Debugging pihole-FTL

My primary project this week was rebuilding my file server on computer 13C06, the workstation I used at Olinia and which Bill gave to me when I left. Overall the rebuild went smoothly. But when I went to put it into service, I discovered DNS wasn’t working.

The culprit was in pihole-FTL, which forms the core of the Pi-hole DNS ad blocking service. In turn, pihole-FTL is a fork of dnsmasq, a very useful combination DNS/DHCP/TFTP server.

The Pi-hole folks wrote what is essentially a Ph-Hole front-end to dnsmasq, making it much more difficult to see what dnsmasq is doing. For example, dnsmasq has a logging service built into it, but its operations are now configured using a simpler interface than what dnsmasq provided. To get more detail from the dnsmasq parts of pihole-FTL, I had to review the source code where options are set, then modify the code in dnsmasq.c to set output logging to a file:

94 | daemon->log_file = "/r/dnsmasq.log.text";

With that line in place, I saw the following in the log file:

dnsmasq[6791]: started, version pi-hole-2.80 cachesize 150
dnsmasq[6791]: compile time options: IPv6 GNU-getopt no-DBus no-i18n no-IDN DHCP DHCPv6 no-Lua TFTP no-conntrack ips
dnsmasq[6791]: warning: using interface eno1 instead
dnsmasq[6791]: reading /etc/resolv.conf
dnsmasq[6791]: ignoring nameserver 192.168.1.1 - local interface
dnsmasq[6791]: ignoring nameserver 192.168.1.3 - local interface
dnsmasq[6791]: read /etc/hosts - 27 addresses

So the reason DNS wasn’t working was the copy of pihole-FTL running on the new server decided to ignore both nameservers in listed in /etc/resolv.conf because it considers them to be “local interface” (whatever that means.)

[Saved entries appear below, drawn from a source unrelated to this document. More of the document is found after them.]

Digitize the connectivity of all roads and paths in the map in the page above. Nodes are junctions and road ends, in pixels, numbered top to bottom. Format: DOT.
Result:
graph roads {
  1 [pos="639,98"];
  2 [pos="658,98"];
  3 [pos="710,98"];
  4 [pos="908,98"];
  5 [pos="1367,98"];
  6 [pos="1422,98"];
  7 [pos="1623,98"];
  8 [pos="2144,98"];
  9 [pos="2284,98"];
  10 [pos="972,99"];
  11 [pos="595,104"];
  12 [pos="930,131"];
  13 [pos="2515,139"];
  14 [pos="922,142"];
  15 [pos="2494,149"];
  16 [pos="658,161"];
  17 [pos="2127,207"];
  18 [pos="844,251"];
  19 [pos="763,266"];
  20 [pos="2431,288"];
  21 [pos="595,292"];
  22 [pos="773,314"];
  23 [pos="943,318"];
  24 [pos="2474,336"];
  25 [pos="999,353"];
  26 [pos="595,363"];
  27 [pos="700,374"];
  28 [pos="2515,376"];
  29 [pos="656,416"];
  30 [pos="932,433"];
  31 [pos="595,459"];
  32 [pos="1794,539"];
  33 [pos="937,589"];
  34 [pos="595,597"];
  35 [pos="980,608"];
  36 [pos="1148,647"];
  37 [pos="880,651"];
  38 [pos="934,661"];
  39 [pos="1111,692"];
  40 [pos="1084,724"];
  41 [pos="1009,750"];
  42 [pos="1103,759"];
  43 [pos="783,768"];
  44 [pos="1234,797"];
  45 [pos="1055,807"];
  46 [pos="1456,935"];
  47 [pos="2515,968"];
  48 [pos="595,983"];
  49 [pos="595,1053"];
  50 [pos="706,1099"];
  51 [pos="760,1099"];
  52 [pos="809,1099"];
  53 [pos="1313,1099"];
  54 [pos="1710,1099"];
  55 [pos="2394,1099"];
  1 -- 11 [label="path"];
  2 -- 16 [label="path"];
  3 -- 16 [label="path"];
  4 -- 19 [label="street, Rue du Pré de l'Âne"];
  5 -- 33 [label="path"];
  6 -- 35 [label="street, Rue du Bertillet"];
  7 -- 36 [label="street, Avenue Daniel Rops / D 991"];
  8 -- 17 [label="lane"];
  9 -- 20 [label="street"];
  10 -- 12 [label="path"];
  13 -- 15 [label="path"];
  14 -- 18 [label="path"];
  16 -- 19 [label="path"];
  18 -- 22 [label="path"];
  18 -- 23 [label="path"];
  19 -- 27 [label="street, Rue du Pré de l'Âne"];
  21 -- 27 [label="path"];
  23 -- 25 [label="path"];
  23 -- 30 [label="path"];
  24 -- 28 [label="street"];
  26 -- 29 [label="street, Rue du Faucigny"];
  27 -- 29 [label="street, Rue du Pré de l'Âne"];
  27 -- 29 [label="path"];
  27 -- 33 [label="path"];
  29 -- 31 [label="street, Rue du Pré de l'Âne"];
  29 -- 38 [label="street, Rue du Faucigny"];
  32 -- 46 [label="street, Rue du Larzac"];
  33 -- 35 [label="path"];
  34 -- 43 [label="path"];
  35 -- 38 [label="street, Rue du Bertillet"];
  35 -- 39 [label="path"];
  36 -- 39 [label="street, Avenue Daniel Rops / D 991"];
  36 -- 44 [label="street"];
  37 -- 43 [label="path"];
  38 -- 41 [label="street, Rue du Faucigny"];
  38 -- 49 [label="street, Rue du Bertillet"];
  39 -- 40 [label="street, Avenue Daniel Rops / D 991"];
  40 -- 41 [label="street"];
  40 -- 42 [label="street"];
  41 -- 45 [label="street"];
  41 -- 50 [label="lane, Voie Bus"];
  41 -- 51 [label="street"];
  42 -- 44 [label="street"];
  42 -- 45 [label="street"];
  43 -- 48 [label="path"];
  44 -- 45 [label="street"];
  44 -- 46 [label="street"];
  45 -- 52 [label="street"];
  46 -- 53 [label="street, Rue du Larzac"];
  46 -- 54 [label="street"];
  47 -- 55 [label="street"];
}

Ignoring 192.168.1.1 was expected: that’s the address I told pihole-FTL to listen on, so if it tried to forward a non-resolved query to that address it would end up attempting to answer it itself, fail, and forward it again in an endless loop.

However it should be recognizing 192.168.1.3, because that’s where I’m running bind, which I’m using as my forwarding DNS server.

The code in question is in dnsmasq/network.c:

1531       for (iface = daemon->interfaces; iface; iface = iface->next)
1532         if (sockaddr_isequal(&serv->addr, &iface->addr))
1533           break;
1534       if (iface)
1535         {
1536           my_syslog(LOG_WARNING, _("ignoring nameserver %s - local interface"), daemon->namebuff);
1537           serv->flags |= SERV_MARK;
1538           continue;
1539         }

At this point I decided it was time to pick up a new skill: gdb, the GNU debugger.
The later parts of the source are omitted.